Items listed in a dataset:
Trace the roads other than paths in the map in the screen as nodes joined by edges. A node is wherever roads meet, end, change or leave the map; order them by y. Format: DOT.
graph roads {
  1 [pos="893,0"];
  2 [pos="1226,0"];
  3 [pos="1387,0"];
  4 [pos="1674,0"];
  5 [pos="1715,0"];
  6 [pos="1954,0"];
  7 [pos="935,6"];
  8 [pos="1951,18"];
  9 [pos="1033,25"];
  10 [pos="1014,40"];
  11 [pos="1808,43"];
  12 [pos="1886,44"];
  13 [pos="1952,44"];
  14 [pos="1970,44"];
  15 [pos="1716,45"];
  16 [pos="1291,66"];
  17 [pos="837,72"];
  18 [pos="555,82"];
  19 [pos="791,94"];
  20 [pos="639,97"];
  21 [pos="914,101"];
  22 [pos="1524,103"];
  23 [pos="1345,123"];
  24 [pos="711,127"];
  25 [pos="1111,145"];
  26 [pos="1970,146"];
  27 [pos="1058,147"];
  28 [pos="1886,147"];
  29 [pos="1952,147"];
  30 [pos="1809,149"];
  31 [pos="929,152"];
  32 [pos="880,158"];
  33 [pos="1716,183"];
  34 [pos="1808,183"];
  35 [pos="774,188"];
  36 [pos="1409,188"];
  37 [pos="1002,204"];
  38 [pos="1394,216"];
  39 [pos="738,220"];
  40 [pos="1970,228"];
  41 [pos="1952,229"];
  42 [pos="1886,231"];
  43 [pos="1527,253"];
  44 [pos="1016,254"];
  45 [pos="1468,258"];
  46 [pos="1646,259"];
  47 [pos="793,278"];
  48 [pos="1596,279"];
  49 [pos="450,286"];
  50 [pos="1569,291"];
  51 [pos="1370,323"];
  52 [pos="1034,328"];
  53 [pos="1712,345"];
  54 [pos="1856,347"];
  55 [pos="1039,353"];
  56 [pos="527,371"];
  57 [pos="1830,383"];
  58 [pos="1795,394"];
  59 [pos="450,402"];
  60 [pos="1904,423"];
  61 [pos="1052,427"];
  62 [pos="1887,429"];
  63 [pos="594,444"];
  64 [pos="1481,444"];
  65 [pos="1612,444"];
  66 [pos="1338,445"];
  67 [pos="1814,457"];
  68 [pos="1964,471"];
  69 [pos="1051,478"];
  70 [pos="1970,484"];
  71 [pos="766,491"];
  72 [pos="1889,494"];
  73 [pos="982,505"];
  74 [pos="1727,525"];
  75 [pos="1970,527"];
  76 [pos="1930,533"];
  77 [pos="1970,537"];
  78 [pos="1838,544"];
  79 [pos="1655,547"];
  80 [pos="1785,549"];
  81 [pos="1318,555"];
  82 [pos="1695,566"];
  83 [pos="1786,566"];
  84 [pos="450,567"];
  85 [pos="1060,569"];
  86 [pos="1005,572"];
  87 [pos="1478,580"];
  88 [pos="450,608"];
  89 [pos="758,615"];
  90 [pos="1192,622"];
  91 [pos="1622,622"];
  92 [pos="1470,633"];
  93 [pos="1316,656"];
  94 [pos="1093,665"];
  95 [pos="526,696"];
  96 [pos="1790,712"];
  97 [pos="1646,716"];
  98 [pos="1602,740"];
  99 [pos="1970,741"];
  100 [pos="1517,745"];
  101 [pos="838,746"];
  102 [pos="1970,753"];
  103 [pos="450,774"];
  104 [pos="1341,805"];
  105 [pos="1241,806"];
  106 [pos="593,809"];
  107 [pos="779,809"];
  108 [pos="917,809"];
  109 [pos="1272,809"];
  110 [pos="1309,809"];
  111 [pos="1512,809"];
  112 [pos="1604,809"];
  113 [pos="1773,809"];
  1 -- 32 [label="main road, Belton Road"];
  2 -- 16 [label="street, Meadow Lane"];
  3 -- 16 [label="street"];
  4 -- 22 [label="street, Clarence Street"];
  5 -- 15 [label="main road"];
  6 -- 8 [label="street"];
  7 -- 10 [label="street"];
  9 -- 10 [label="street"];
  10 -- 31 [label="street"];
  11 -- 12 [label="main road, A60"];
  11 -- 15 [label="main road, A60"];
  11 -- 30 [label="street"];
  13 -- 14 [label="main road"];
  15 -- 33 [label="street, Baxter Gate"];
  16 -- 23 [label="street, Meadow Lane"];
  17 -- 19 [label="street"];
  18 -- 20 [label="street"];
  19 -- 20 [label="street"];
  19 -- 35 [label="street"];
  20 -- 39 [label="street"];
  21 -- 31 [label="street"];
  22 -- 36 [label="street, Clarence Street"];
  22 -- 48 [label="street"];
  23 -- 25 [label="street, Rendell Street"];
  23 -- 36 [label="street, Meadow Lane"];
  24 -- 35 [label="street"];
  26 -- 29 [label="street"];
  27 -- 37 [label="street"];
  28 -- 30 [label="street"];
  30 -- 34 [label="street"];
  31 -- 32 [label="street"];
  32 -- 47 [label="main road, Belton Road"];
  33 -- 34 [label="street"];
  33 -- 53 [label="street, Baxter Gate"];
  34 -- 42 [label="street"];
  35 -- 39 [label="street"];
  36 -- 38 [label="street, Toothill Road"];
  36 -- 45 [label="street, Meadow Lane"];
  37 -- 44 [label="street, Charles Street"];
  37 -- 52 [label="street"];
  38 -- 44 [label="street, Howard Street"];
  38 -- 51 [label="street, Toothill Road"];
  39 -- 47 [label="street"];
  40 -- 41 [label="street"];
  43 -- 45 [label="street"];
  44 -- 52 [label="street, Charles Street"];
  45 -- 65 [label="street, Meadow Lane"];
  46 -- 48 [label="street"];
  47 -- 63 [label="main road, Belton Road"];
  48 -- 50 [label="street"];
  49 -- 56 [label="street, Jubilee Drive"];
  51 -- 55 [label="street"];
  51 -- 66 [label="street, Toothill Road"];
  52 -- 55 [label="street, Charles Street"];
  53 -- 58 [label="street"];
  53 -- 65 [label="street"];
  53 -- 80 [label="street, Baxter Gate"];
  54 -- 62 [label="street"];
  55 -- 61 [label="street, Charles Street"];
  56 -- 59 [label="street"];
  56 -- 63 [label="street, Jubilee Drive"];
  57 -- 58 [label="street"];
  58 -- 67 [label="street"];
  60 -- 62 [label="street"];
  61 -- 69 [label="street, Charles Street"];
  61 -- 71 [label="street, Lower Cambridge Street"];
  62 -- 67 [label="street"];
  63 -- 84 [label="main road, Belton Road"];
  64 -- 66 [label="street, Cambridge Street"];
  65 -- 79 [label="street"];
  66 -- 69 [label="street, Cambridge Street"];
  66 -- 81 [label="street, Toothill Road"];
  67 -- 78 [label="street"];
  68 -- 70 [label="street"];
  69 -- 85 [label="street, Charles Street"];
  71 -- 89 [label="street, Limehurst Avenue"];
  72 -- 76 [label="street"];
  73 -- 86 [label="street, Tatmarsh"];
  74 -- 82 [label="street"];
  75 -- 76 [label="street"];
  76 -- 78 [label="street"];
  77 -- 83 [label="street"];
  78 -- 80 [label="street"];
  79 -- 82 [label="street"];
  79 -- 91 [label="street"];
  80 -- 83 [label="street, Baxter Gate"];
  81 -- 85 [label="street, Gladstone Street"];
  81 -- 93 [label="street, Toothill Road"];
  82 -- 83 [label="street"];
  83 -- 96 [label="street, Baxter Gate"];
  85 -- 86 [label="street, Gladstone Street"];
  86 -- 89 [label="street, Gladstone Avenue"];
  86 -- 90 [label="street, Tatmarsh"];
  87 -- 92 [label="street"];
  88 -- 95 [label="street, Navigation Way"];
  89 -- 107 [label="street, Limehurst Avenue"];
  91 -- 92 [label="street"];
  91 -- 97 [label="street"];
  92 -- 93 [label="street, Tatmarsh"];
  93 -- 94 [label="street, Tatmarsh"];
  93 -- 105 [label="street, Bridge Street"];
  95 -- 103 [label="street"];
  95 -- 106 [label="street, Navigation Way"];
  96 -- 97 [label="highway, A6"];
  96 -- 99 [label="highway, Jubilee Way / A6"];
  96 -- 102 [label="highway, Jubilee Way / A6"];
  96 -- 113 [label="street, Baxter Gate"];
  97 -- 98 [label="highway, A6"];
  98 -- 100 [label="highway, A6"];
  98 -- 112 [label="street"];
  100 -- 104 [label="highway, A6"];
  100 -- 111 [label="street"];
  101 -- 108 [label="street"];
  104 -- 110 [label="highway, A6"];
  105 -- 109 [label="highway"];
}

**Exercise instructions**
Counting only lines that contain "Avenue", what is the total for the entries above? Give the number alone.

**Written solution**
3